Usually that was no simple task. Changing a name through a Scribe’s services required a whole lot of background checks and an extensive amount of red tape, especially with foreigners from abroad. However, that only applied to people, and at that point in time Fizzy was legally considered to be a piece of equipment. Therefore, there was nothing really stopping the Scribe inspecting her for licensing purposes from just renaming her on the spot. Yes, that still required an Appraisal, which in turn made the official raise something of a fuss upon seeing the Fizzlesprocket name on the golem’s Status. Usually that implied that the golem was the rightful property of the influential bloodline, but the man could plainly hear and see that this mithril construct was far too self aware to be manufactured. That and she had an actual first name rather than a serial number. Ultimately he agreed to the persistent golem’s requests as, much like his colleague at the customs checkpoint, he wasn’t getting paid enough to care about loopholes.

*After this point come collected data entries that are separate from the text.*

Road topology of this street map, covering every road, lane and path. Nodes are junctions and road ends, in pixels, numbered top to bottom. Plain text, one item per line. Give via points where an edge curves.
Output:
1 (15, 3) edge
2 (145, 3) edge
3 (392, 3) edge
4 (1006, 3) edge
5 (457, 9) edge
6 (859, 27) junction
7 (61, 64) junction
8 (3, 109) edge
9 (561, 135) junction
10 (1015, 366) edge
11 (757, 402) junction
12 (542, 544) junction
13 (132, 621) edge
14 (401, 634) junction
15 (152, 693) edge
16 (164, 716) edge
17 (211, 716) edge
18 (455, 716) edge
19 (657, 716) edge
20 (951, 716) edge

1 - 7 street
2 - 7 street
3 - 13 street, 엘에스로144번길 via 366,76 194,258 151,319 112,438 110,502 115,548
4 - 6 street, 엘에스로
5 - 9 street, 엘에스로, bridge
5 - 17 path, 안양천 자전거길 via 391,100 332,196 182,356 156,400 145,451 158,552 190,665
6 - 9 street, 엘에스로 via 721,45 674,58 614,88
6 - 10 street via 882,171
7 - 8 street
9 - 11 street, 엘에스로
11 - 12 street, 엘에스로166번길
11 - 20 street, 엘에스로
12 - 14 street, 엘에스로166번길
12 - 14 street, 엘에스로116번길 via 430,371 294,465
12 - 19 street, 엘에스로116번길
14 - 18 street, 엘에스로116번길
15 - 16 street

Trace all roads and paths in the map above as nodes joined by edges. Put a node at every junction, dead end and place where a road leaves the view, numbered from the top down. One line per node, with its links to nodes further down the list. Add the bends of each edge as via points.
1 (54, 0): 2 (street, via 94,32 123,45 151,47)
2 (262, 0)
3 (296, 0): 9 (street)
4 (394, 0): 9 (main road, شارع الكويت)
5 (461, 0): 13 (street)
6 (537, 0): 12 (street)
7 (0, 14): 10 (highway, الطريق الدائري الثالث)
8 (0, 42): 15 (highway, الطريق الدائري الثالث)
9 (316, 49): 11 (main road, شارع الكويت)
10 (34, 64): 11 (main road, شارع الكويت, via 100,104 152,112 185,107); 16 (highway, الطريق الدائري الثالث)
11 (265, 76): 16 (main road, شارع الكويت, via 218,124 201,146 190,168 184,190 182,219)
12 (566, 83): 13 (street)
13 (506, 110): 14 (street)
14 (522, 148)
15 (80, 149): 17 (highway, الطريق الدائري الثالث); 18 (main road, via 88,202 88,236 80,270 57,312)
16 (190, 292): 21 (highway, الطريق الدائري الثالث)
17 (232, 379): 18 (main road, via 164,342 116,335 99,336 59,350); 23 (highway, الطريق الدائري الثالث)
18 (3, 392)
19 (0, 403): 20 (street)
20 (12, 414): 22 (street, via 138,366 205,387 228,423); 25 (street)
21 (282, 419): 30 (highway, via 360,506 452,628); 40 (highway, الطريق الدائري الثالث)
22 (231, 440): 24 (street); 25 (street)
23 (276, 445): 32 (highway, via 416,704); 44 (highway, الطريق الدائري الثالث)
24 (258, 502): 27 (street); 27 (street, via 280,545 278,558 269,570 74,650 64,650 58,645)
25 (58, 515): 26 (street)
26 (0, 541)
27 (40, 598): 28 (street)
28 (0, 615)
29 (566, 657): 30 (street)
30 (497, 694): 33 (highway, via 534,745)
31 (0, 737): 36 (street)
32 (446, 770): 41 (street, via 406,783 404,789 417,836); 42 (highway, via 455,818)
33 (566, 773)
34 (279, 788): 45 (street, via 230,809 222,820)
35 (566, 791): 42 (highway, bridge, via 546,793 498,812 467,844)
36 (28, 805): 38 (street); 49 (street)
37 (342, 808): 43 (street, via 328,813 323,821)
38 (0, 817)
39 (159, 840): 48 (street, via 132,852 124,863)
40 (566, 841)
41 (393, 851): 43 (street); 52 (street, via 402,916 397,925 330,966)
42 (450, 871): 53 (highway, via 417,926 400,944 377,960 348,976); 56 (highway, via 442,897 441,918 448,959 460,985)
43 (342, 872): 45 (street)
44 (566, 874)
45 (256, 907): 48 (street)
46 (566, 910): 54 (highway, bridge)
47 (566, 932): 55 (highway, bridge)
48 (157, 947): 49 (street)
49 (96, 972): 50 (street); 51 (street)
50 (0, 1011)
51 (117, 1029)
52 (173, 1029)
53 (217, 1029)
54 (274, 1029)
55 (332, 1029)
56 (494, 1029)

On a completely unrelated topic, the government employee happened to get severely distracted by a heavy coin pouch that just randomly appeared in his hand, causing him to coincidentally log the golem’s original designation as ‘C-01-E Frumpbottom.’
And so it was that the last traces of Cornie Fizzlesprocket were unceremoniously wiped from the golem’s Status, leaving only the newly christened Fizzy Rustblood behind.